I think there are some strange things going on in the economy. One as you say is the advent of cheap imported goods. The other is house price inflation.

I feel as if I know a number of middle class people who are cruising along and not trying very hard in their jobs. However, they feel very financially secure because of the equity in their house (or houses). In fact, they put a great deal of energy which perhaps they once put into their careers into buying, selling, renovating, extending etc houses. Particularly if you are a dual income couple, you can fund an awful lot of borrowing on two quite modest salaries and in effect become a part-time property developer. I am wondering what the eventual knock-on effects will be. I don't think it is good for the SME end of the economy, which is the only aspect I know anything about.

Sam Brady said...

I've been a journalist for the past 26 years, and whenever I've worked for newspapers I've always been paid pisspoor wages. So now I've moved over into PR, which is, of course, better paid but soul-rottingly dull. I've worked mainly for regional papers in the past but also for teletext companies. The money was quite good in teletext, but, my God, the work was SO BORING. At times, I was fighting for oxygen.
Seems to me the nationals are going the same way as the regional press. They pay peanuts. They are staffed by monkeys.

hangthedj said...

I am one of these monkeys.

But then again I am 23 and earning more in London as a national hack than I would ever be earning back in Warrington to write stories that I wouldn't wipe my arse with.

galatea said...

It's too late, far far far too late. Starting salaries in journalism are now in the order of ten to 14 grand, an amount only sustainable if one is living at home rent-free/heavily subsidised by parents/also working as a whore.

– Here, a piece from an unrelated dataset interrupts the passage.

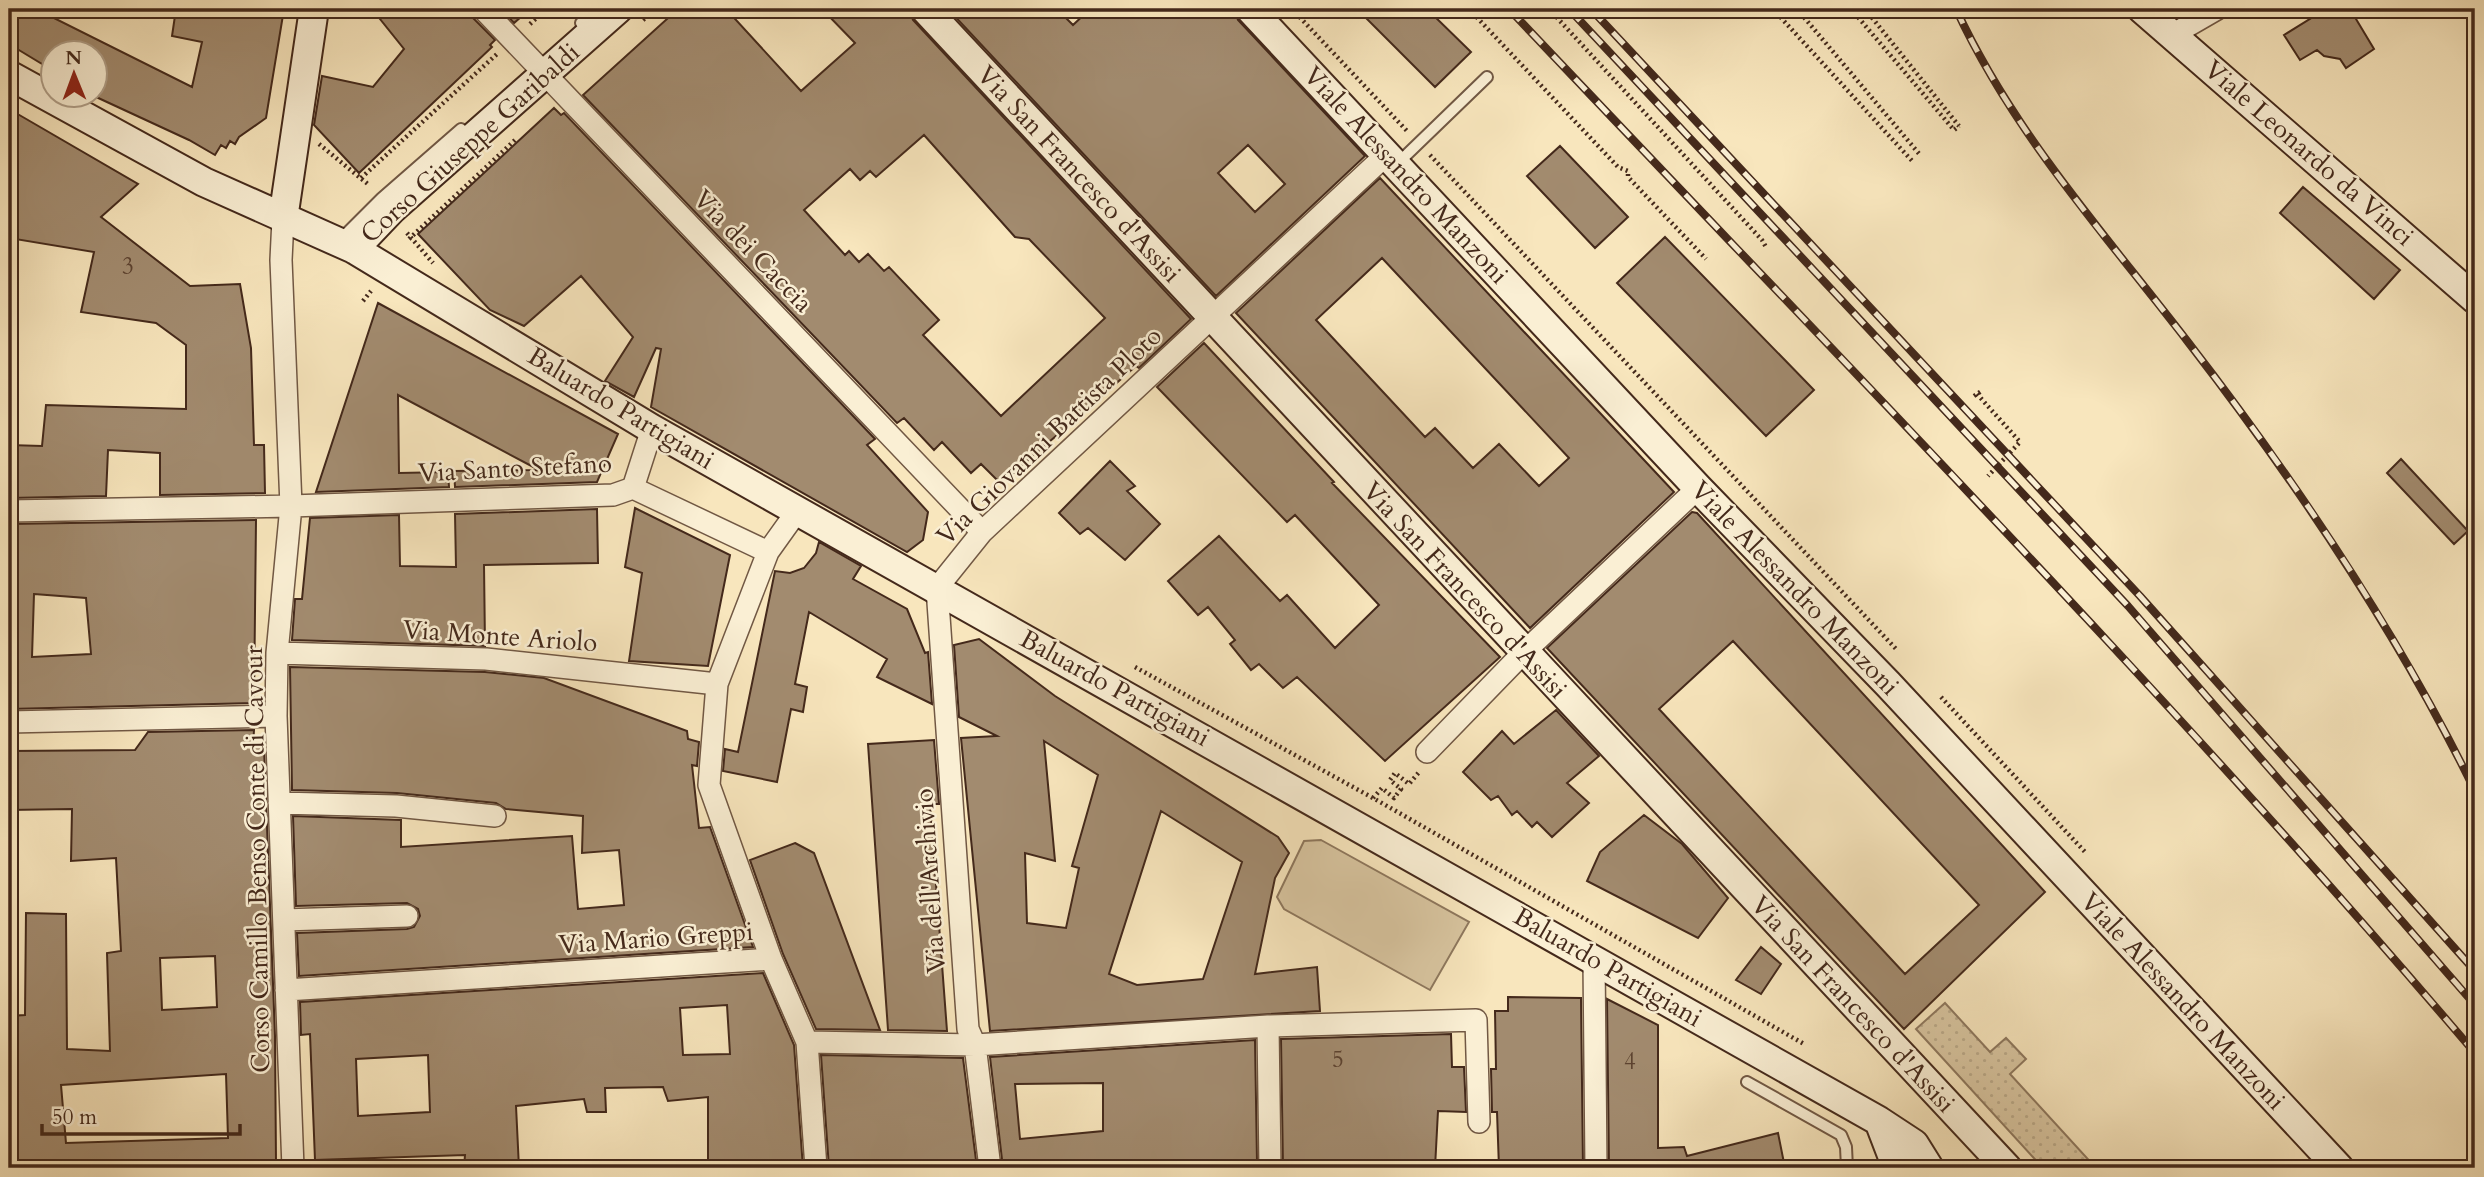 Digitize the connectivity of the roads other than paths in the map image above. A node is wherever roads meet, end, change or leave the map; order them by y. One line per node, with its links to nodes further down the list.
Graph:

And the newspapers love it - the deskilling means that you can have two eager young graduates rewriting press releases for the price of one senior hack with all that obsolete stuff like contacts and experience.

oliver said...

Funny that, the first packet of fagsI bought cost 10p. Even the dictators are getting younger!

Ellee Seymour said...

I used to get paid 3 guinneas for writing my weekly woman's page at the age of 16 (I had an old fashioned editor, I promise you I'm not that ancient). I only hear guinneas now as a monetary term at the horse race sales in Tattersalls, Newmarket, where quite a few noughts are added on the end.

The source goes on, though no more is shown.